- **Stored data**

------

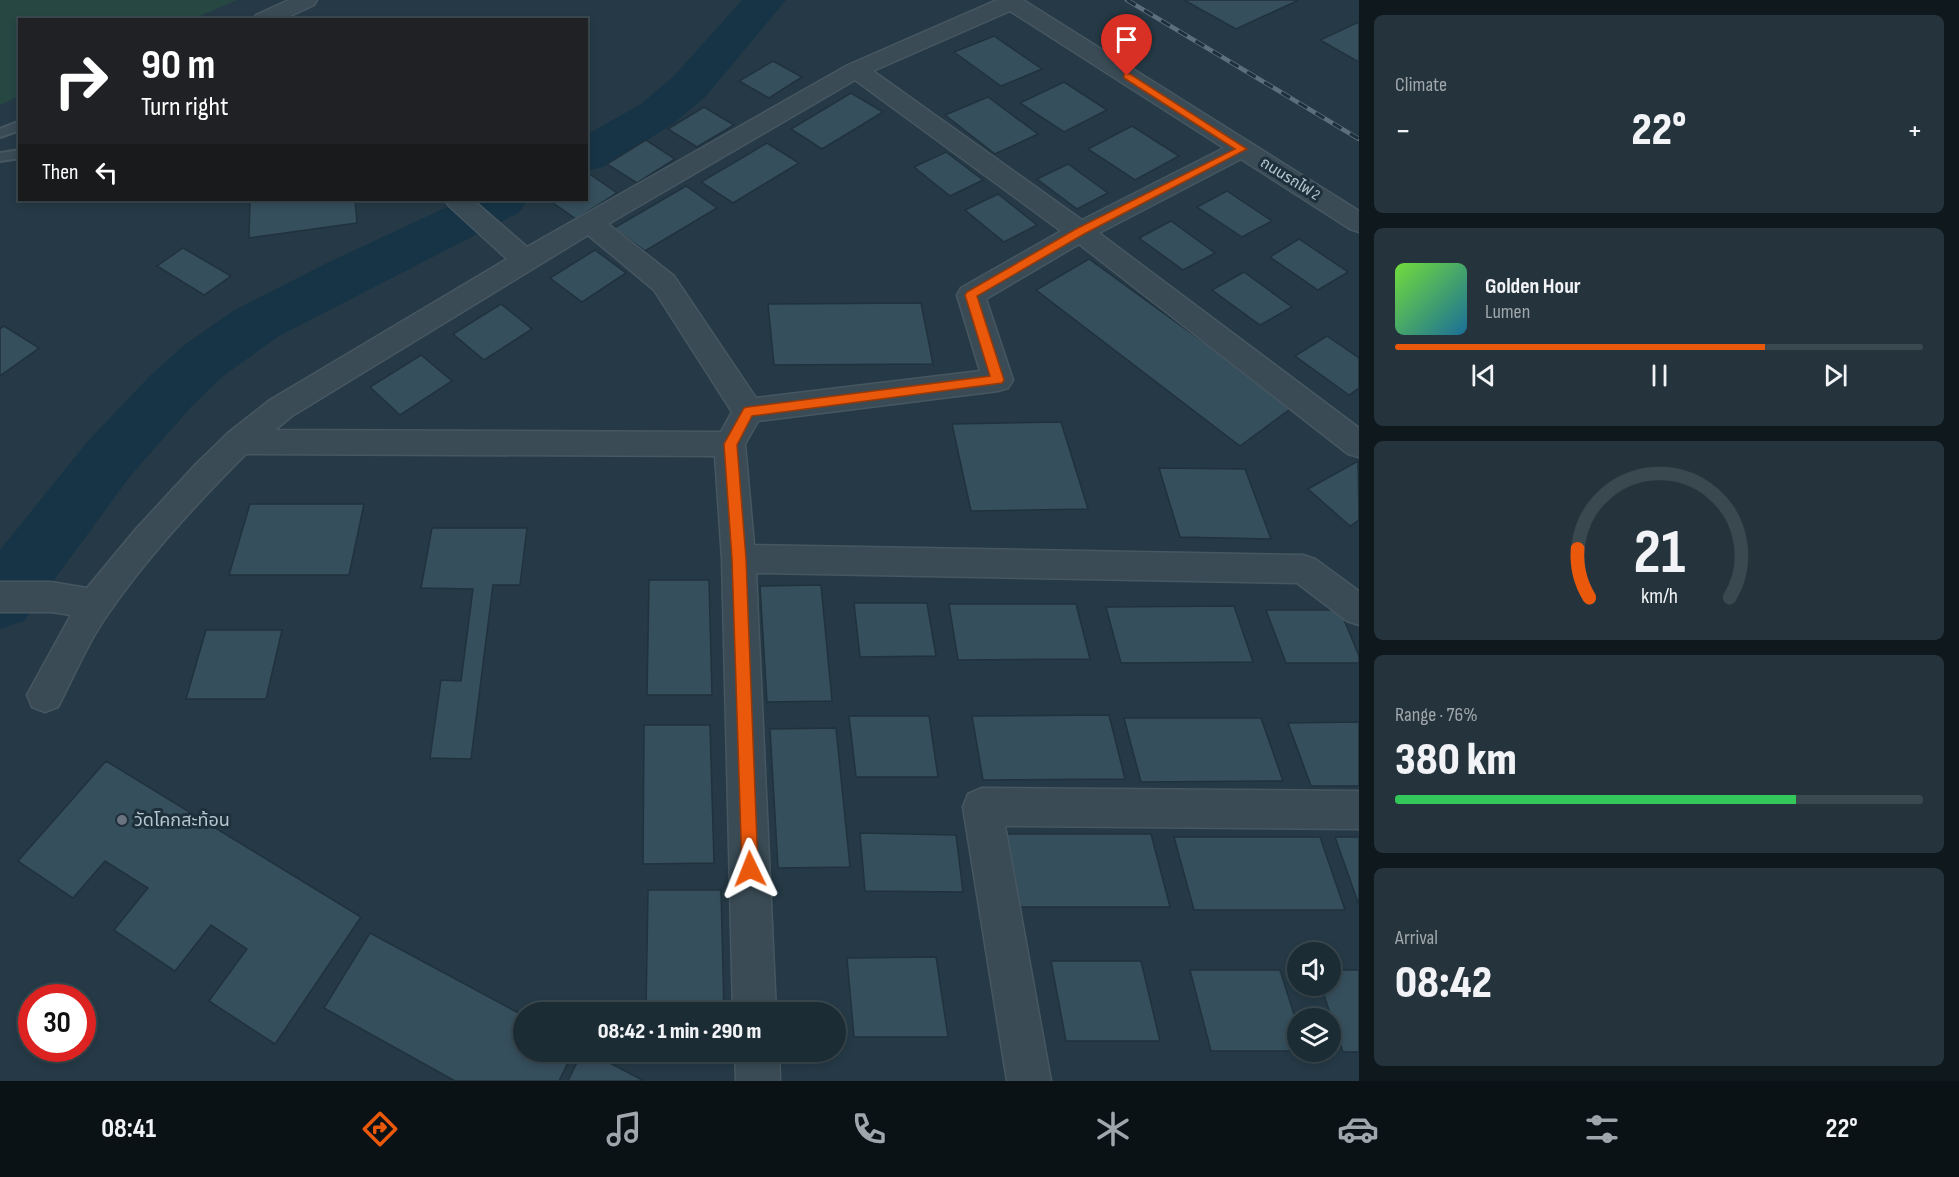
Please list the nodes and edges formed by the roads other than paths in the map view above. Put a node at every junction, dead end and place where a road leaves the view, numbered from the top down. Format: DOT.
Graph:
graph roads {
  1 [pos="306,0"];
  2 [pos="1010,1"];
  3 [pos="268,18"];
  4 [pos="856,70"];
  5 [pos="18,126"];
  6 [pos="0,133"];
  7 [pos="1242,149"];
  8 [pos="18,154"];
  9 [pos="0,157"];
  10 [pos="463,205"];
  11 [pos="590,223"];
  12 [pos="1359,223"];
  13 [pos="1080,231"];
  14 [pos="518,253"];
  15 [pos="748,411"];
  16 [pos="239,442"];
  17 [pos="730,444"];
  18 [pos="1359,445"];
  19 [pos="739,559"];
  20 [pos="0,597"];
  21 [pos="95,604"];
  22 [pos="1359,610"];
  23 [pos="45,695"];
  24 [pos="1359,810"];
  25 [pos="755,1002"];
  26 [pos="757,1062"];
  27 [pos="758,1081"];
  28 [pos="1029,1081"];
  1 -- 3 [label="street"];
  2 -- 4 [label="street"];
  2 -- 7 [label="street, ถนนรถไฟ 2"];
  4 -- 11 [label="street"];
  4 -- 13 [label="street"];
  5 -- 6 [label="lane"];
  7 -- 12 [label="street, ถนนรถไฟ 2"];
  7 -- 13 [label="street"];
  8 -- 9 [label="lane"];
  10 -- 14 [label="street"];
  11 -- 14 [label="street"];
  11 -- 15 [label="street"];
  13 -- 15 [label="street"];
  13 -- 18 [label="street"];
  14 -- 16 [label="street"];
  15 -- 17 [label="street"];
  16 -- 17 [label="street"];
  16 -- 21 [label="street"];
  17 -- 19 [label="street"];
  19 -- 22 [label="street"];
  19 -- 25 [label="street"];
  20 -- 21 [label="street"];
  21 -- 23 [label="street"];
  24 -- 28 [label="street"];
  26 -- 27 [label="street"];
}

------

Please repeat all of the entries above word for word, but drop any pictures.

Please list the nodes and edges formed by the roads other than paths in the map view above. Put a node at every junction, dead end and place where a road leaves the view, numbered from the top down. Format: DOT.
Graph:
graph roads {
  1 [pos="306,0"];
  2 [pos="1010,1"];
  3 [pos="268,18"];
  4 [pos="856,70"];
  5 [pos="18,126"];
  6 [pos="0,133"];
  7 [pos="1242,149"];
  8 [pos="18,154"];
  9 [pos="0,157"];
  10 [pos="463,205"];
  11 [pos="590,223"];
  12 [pos="1359,223"];
  13 [pos="1080,231"];
  14 [pos="518,253"];
  15 [pos="748,411"];
  16 [pos="239,442"];
  17 [pos="730,444"];
  18 [pos="1359,445"];
  19 [pos="739,559"];
  20 [pos="0,597"];
  21 [pos="95,604"];
  22 [pos="1359,610"];
  23 [pos="45,695"];
  24 [pos="1359,810"];
  25 [pos="755,1002"];
  26 [pos="757,1062"];
  27 [pos="758,1081"];
  28 [pos="1029,1081"];
  1 -- 3 [label="street"];
  2 -- 4 [label="street"];
  2 -- 7 [label="street, ถนนรถไฟ 2"];
  4 -- 11 [label="street"];
  4 -- 13 [label="street"];
  5 -- 6 [label="lane"];
  7 -- 12 [label="street, ถนนรถไฟ 2"];
  7 -- 13 [label="street"];
  8 -- 9 [label="lane"];
  10 -- 14 [label="street"];
  11 -- 14 [label="street"];
  11 -- 15 [label="street"];
  13 -- 15 [label="street"];
  13 -- 18 [label="street"];
  14 -- 16 [label="street"];
  15 -- 17 [label="street"];
  16 -- 17 [label="street"];
  16 -- 21 [label="street"];
  17 -- 19 [label="street"];
  19 -- 22 [label="street"];
  19 -- 25 [label="street"];
  20 -- 21 [label="street"];
  21 -- 23 [label="street"];
  24 -- 28 [label="street"];
  26 -- 27 [label="street"];
}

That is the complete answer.